Правда, уйди мы из поселка без санок, мы могли пробегать в день на наших лыжах добрых шестьдесят километров. Но с той провизией, которую мы могли нести, нам оставались обеспеченными не больше десяти суток странствования, то есть путь в шестьсот, скажем, километров.
Таща или волоча с собой сани, мы могли рассчитывать делать не более тридцати километров, но зато нам был обеспечен путь в течение тридцати суток, то есть почти тысяча километров. Наконец, когда припасы должны были приходить к концу, ничто не мешало нам бросить сани, забрать провизию и пожитки на плечи и катай, валяй на лыжах…
И вот, несколько суток спустя после бегства эскимосов, и мы тронулись в путь, волоча за собой довольно-таки, признаться, тяжелые саночки. Но утешались мы тем, что ведь день ото дня они будут становиться легче и легче…
Я, поглядывая на наш драгоценный груз, все прикидывал в уме, удастся ли нам спасти хоть полсотни наилучших мехов. Ведь из-за этих проклятых блестящих шкурок мы и забрели Бог весть в какую даль от добрых людей, на самый край света. И обидно было бы побросать эти шкурки, спасая собственную, извините, шкуру…
Не скажу, чтобы у меня было уж очень легко на душе, когда, волоча сани, мы выбрались из поселка и поплелись к югу, ориентируясь по звездам. И не раз я украдкой тоскливо оглядывался назад, думая, но не смея высказаться:
— А, может, лучше было бы все же остаться в поселке? Может, эскимосы-то опомнятся и вернутся?
И, признаюсь, ничуть-таки не утешало меня то обстоятельство, что в нашем багаже имелся маленький бочоночек с ромом: хорошо, утомившись, пробродив часов десять по ледяным полям, отогреть застывшую душу глотком рома, нечего и говорить… Но… Но как-то жутко было при мысли о том, куда мы, всеми покинутые, всеми забытые, бредем. Впереди и позади — мгла полярной ночи, кругом застывшая мертвая земля или скованное ледяной броней море. А тут, как на грех, Макс по целым часам только и делает, что каркает: ей Богу, у этого человека вся его квадратная башка была битком набита историями о полярных путешествиях, одна другой страшнее, одна другой ужаснее. Идем, а он так и сыплет, так и сыплет именами, датами, подробностями. И всех-то, всех, погибших во льдах, он знает.

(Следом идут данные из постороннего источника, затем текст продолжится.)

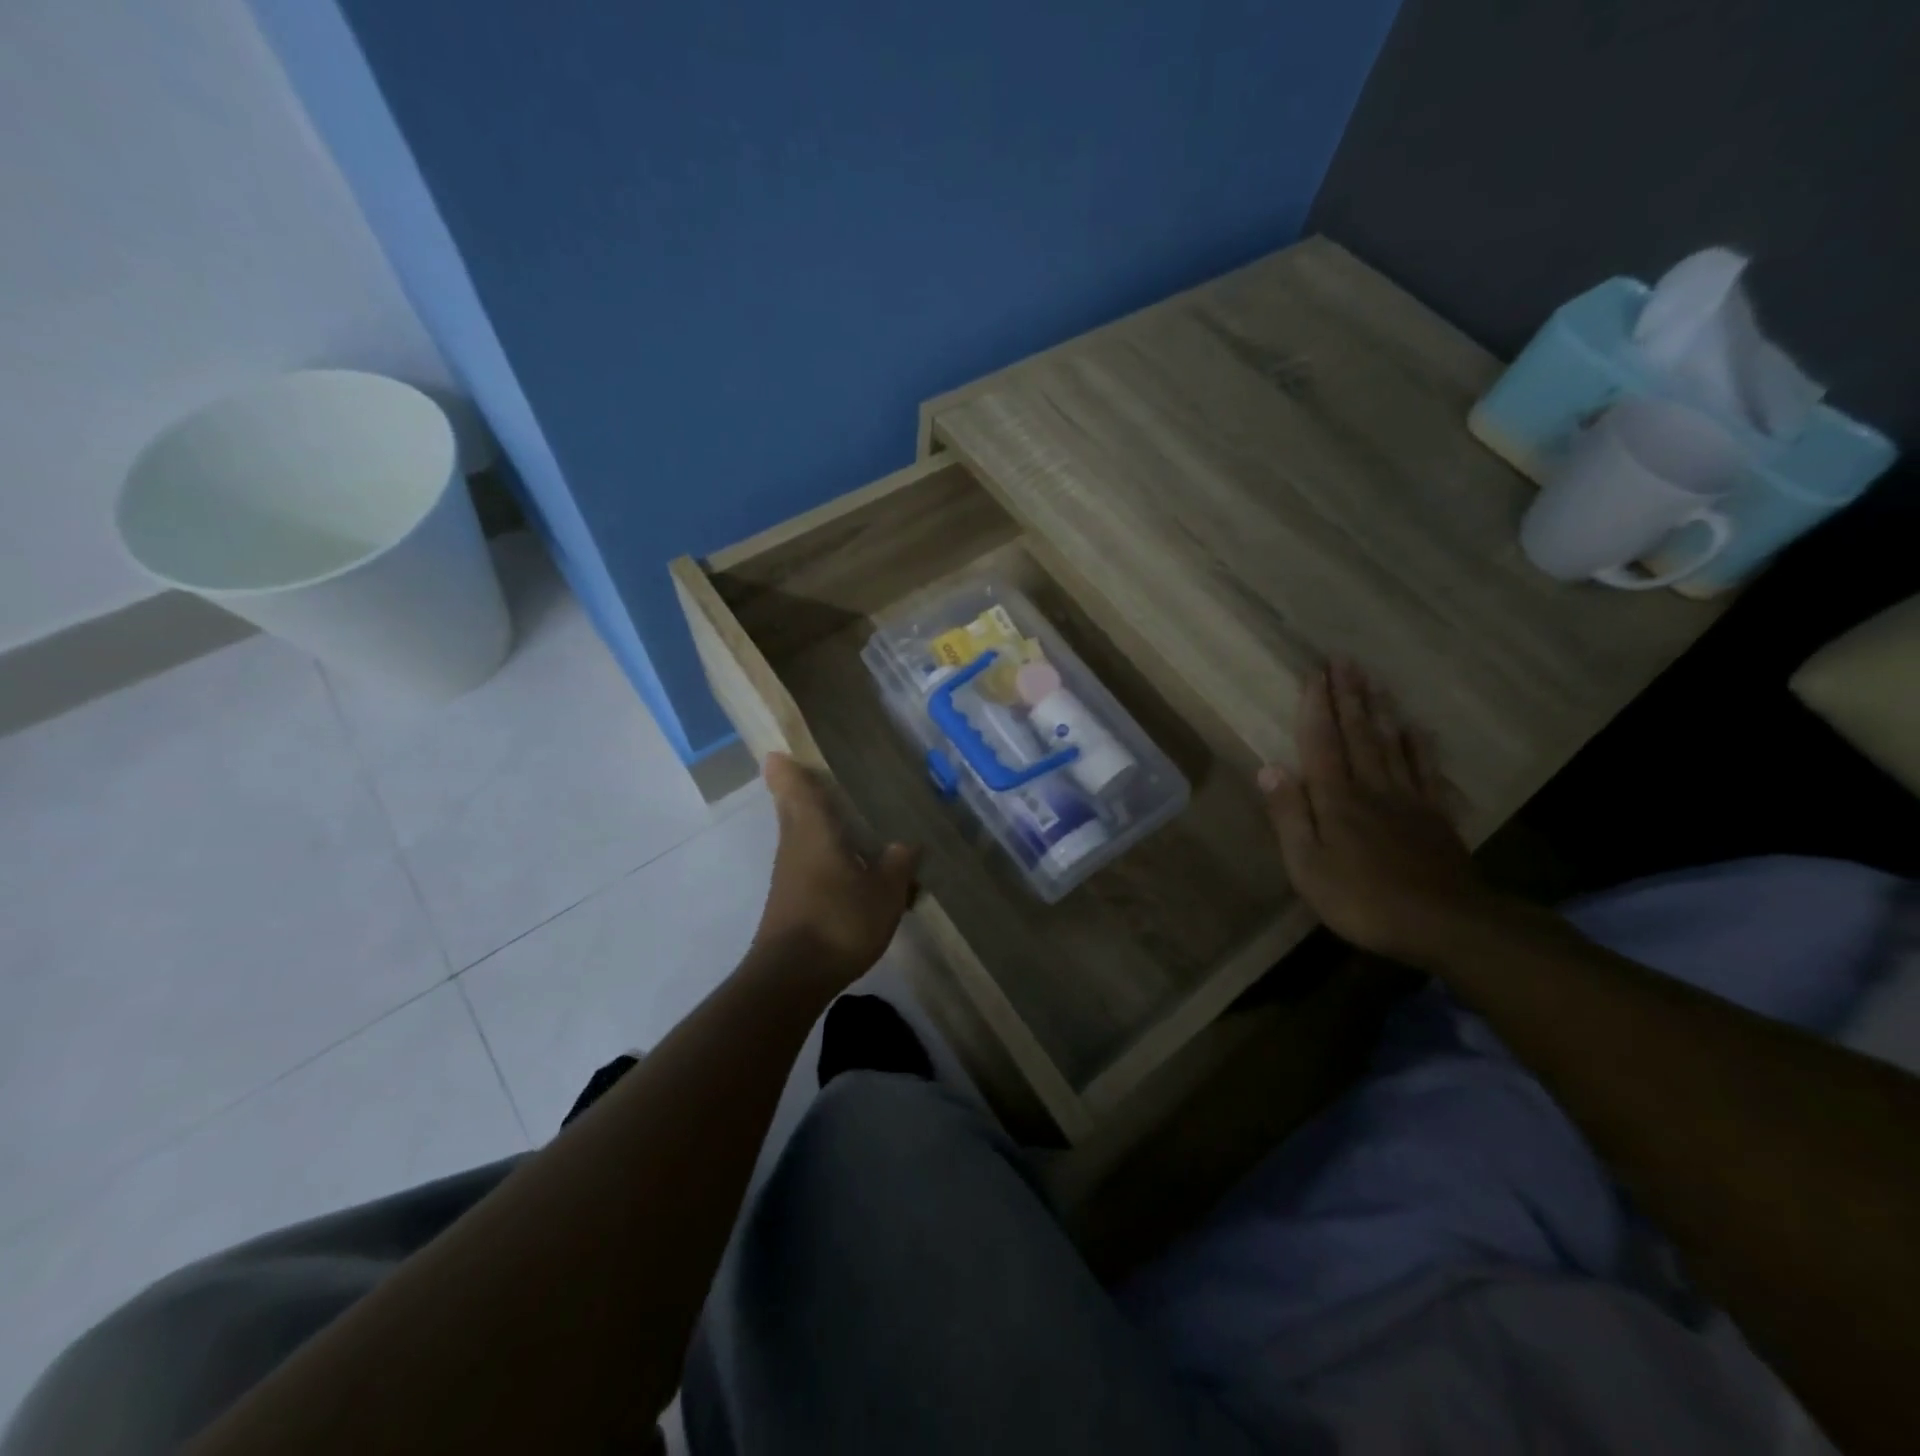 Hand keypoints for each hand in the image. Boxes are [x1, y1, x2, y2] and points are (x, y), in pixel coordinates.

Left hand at [751, 753, 920, 984]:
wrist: (792, 977)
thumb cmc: (839, 921)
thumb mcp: (885, 893)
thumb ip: (899, 864)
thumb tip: (907, 844)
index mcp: (814, 831)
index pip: (794, 788)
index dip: (788, 769)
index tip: (781, 752)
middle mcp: (794, 846)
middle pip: (792, 809)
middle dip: (799, 793)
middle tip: (818, 780)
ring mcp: (788, 876)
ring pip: (800, 838)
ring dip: (816, 827)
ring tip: (848, 824)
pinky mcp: (789, 901)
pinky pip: (808, 865)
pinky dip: (825, 858)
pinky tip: (851, 873)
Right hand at [1259, 661, 1500, 964]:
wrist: (1444, 924)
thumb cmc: (1362, 899)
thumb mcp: (1307, 865)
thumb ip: (1289, 815)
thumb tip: (1269, 767)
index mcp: (1336, 799)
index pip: (1322, 743)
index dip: (1316, 707)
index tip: (1314, 673)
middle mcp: (1372, 788)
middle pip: (1358, 734)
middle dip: (1349, 696)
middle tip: (1345, 660)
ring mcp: (1408, 800)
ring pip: (1391, 745)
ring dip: (1380, 710)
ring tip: (1374, 680)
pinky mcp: (1435, 817)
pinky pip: (1427, 772)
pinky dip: (1421, 747)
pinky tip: (1418, 728) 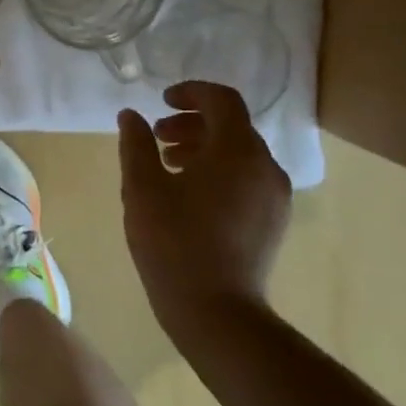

Знаете ли вы, джентльмены, про знаменитого Франклина, погибшего со всеми своими матросами? Так рассказы Макса об участи этой экспедиции мне до того в зубах навязли, что я теперь имени Франклина равнодушно слышать не могу. Может, и почтеннейший человек он был, особенно его леди, миссис Франклин, которая, знаете, все корабли посылала на поиски явно погибшего мужа чуть ли не двадцать лет… но когда вам прожужжат все уши рассказами про Франклина, то… Слуга покорный!
Поневоле, знаете, иду я да сквозь зубы бормочу:
— А, да будь вы все трижды прокляты!
II
Итак, гонимые ужасом одиночества, предоставленные только собственным своим силам, всем чужды, мы тронулись из становища бежавших эскимосов, держа путь на юго-запад, пробираясь по ледяным полям, через проливы между многочисленными, совершенно неисследованными островами.
Обыкновенно мы с Падди, как более выносливые, впрягались впереди. Макс Грубер подталкивал саночки с нашими припасами сзади. По общему уговору, Энни могла идти свободной и только в крайних случаях, когда приходилось перебираться через какую-нибудь опасную трещину или втаскивать саночки на крутизну, должна была помогать нам, мужчинам. На самом же деле девочка вела себя, как заправский траппер, и все время подталкивала саночки, идя рядом с Максом. Как-то так само собой вышло, что Макс стал общепринятым ее покровителем, и где был немец, там была и эскимосочка. Тащить саночки, конечно, было далеко не легко. Но мы утешались тем, что ведь по мере передвижения груз их таял, саночки становились все более легкими. И мы бодрились. И нам улыбалась надежда выбраться из этого ада, вернуться к своим.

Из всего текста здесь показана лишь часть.